Two lines below mark the span: the one containing "pinky dip: (364, 344)" and the one containing "pinky dip: (643, 326)". Set down both, plus every line between, exactly as they stand, and nothing else.

[Study material Boundary: Start]

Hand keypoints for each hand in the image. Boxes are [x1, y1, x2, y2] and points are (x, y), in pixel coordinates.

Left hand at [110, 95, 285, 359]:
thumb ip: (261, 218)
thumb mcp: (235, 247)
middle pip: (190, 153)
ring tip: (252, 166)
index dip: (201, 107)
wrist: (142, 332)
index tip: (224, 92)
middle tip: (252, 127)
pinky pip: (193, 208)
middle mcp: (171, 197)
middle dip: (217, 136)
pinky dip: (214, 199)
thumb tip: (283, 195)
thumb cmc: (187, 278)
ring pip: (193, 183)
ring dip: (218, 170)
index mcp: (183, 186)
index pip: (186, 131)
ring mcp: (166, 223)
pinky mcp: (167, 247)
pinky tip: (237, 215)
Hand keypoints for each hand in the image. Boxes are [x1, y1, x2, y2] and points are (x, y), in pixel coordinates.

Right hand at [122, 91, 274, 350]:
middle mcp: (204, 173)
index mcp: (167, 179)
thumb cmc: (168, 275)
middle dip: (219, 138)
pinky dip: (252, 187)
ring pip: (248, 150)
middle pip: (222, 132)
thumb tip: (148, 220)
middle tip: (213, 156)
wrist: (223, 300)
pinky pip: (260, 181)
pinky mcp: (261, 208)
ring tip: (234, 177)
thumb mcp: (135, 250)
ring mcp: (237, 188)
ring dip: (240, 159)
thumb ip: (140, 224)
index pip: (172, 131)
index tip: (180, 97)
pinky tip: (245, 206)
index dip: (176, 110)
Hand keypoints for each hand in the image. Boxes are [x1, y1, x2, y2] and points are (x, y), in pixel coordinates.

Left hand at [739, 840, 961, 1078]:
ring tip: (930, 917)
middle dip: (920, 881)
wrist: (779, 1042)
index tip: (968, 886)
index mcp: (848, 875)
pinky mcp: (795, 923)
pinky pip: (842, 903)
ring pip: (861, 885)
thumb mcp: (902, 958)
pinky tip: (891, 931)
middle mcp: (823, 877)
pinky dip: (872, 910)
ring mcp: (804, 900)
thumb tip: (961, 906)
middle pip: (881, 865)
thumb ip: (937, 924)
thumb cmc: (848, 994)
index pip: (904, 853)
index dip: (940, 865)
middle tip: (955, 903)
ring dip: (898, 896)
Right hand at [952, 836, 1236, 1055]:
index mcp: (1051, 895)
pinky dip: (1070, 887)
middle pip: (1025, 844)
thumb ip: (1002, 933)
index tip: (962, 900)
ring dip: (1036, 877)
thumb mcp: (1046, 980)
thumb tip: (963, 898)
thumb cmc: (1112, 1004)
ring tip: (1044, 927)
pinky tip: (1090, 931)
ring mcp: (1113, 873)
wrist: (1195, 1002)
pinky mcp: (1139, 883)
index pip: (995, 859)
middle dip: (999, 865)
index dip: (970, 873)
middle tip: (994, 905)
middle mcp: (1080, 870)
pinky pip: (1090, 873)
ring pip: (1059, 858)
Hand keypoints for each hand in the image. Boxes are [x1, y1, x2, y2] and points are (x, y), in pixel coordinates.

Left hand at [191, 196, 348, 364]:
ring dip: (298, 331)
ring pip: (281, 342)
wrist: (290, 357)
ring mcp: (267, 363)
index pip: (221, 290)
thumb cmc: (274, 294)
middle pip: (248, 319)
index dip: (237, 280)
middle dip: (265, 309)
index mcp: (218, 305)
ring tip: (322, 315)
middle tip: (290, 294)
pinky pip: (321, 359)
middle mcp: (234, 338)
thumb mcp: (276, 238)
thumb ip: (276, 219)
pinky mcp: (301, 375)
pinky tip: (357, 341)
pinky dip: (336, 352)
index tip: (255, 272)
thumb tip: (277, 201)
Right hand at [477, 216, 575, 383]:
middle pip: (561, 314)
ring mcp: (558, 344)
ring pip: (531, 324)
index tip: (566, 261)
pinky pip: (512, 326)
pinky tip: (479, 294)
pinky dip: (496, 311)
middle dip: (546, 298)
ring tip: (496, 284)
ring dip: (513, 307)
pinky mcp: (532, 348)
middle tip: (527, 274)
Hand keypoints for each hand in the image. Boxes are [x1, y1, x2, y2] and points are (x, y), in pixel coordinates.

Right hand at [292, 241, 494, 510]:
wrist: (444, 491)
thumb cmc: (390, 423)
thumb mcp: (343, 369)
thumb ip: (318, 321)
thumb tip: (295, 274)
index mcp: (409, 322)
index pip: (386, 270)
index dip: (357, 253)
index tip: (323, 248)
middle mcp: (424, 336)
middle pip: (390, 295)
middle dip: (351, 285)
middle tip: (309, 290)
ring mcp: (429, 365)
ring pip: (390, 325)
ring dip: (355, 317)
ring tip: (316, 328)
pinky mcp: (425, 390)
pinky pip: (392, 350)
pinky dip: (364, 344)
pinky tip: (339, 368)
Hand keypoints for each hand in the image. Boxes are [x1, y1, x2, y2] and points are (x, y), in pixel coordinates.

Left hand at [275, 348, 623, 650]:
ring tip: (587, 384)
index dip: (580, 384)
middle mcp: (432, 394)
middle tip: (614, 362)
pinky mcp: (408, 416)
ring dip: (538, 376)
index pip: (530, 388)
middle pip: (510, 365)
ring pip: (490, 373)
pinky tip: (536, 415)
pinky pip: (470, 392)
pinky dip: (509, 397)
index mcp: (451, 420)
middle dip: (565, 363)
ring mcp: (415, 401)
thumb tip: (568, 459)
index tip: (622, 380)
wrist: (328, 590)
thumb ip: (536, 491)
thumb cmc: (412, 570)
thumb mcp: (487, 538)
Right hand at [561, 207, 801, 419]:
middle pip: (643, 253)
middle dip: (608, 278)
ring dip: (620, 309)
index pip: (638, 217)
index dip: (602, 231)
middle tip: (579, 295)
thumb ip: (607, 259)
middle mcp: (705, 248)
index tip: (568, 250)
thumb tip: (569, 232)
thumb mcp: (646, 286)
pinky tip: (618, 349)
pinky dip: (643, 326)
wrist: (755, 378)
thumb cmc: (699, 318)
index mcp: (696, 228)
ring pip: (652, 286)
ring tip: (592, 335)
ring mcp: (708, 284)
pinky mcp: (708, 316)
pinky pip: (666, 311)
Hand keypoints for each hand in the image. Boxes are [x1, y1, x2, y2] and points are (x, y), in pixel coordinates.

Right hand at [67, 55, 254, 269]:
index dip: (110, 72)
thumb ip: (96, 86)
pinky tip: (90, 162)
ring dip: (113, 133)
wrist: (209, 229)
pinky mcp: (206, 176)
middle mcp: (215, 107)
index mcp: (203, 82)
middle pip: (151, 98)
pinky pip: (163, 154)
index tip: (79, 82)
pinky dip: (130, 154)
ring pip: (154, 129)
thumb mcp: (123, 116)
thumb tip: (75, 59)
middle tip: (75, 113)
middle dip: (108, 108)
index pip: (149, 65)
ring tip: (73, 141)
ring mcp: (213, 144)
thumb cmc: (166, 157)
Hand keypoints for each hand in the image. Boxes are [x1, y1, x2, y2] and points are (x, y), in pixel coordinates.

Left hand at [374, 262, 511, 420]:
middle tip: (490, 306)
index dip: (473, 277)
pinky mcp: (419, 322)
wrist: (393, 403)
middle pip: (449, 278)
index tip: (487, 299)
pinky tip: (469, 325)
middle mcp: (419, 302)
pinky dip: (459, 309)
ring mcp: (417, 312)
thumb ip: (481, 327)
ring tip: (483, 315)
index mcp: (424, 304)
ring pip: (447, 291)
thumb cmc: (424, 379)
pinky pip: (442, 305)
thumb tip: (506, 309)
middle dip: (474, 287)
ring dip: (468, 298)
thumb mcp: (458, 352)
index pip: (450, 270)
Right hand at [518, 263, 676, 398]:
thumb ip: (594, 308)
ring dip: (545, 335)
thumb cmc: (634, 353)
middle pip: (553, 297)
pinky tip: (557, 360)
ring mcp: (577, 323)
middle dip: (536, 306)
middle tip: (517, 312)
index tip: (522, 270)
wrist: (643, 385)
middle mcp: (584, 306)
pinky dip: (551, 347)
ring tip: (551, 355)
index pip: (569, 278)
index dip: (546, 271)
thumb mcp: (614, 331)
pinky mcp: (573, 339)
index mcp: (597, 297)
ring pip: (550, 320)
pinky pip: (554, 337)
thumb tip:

[Study material Boundary: End]

Written response
pinky dip: (364, 344)
pinky tip: (339, 368)
Hand keypoints for each hand in the image. Boxes are [x1, y1, x2, y2] and points are (x, y), in pixel coordinates.

Left hand at [275, 348, 623, 650]:
ring tip: (587, 384)
index dip: (580, 384)
middle mcp: (432, 394)
middle tip: (614, 362)
pinky mcp: (408, 416)
ring dip: (538, 376)
index pip: (530, 388)
middle pip: (510, 365)
ring pip: (490, 373)
pinky tip: (536, 415)
pinky pip: (470, 392)
pinky dip: (509, 397)
index mcp: (451, 420)
middle dip: (565, 363)
ring mcp: (415, 401)
thumb tip: (568, 459)
index tip: (622, 380)
wrist: (328, 590)
thumb ip: (536, 491)
thumb cmc: (412, 570)
thumb mcp: (487, 538)
Right hand at [561, 207, 801, 419]:
middle pip: (643, 253)
middle dip: (608, 278)
ring dip: (620, 309)
index pip: (638, 217)
index dip: (602, 231)
middle tip: (579, 295)
thumb ip: (607, 259)
middle mcp: (705, 248)
index tip: (568, 250)
thumb tip: (569, 232)
thumb mcp: (646, 286)
pinky tip: (618, 349)
pinky dip: (643, 326)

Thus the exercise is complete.